**Required work**:
Which lines in the records below contain the word "image"? Return each of them.

[Opening Data excerpts section]

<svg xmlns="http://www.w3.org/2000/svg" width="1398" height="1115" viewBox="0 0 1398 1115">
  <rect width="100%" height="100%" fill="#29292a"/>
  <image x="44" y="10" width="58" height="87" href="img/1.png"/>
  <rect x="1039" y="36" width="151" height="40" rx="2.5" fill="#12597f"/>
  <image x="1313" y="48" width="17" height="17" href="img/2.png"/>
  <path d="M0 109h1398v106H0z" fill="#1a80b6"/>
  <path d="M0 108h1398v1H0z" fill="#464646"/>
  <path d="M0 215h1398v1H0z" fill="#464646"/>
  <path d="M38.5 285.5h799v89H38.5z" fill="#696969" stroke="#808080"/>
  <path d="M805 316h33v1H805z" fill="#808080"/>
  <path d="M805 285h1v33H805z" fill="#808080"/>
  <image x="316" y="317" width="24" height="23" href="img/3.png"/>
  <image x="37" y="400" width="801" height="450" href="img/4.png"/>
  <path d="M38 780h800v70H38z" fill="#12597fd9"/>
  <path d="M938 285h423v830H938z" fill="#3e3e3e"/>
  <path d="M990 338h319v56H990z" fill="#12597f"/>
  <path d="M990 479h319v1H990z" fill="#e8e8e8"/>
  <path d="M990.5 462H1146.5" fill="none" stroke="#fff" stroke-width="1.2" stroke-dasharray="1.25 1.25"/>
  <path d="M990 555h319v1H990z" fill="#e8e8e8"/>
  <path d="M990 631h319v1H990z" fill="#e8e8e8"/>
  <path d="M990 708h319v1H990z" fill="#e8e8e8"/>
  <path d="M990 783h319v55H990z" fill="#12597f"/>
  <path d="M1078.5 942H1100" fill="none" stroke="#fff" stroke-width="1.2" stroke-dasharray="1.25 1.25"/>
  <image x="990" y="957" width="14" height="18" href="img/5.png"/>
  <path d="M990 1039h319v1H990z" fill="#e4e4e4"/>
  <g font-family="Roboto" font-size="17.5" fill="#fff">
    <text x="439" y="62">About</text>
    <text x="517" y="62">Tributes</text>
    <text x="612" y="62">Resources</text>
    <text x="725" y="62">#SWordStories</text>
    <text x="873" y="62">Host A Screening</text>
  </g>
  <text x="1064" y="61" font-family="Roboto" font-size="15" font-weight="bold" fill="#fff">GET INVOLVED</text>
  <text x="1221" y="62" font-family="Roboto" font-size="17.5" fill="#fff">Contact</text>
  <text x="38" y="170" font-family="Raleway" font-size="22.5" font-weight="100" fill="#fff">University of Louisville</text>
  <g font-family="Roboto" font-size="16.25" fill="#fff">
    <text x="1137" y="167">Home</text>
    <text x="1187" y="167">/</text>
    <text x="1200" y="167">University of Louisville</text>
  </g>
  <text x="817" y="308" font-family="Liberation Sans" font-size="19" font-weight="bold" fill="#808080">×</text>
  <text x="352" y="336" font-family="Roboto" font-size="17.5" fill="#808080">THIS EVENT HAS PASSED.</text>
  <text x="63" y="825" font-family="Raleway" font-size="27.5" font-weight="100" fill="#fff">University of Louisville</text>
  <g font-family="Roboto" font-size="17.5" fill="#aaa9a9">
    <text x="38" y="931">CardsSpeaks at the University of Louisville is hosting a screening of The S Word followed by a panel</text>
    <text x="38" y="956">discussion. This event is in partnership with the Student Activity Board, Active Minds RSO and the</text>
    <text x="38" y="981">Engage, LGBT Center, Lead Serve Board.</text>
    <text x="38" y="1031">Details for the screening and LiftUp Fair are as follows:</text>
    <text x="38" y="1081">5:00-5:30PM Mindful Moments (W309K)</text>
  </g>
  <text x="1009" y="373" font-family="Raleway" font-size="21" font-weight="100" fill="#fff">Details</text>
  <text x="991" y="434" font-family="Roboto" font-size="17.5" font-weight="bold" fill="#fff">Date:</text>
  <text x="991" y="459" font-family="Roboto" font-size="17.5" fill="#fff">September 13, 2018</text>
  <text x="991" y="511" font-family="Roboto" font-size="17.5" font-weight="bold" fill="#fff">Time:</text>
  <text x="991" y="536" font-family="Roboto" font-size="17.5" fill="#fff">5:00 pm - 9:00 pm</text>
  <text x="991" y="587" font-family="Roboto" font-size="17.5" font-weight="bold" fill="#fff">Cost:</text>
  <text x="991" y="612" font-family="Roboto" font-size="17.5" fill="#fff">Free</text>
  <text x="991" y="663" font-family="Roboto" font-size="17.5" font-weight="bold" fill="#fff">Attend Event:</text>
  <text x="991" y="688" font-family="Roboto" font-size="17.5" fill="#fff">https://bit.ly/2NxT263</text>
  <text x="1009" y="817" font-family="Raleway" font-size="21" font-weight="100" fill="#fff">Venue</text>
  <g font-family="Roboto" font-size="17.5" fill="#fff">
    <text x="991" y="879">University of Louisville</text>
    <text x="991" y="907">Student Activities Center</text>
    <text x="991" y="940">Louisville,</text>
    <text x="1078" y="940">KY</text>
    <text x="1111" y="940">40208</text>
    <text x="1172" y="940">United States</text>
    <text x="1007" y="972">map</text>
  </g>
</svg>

[Closing Data excerpts section]

**Exercise answer**:
  <image x="44" y="10" width="58" height="87" href="img/1.png"/>
  <image x="1313" y="48" width="17" height="17" href="img/2.png"/>
  <image x="316" y="317" width="24" height="23" href="img/3.png"/>
  <image x="37" y="400" width="801" height="450" href="img/4.png"/>
  <image x="990" y="957" width="14" height="18" href="img/5.png"/>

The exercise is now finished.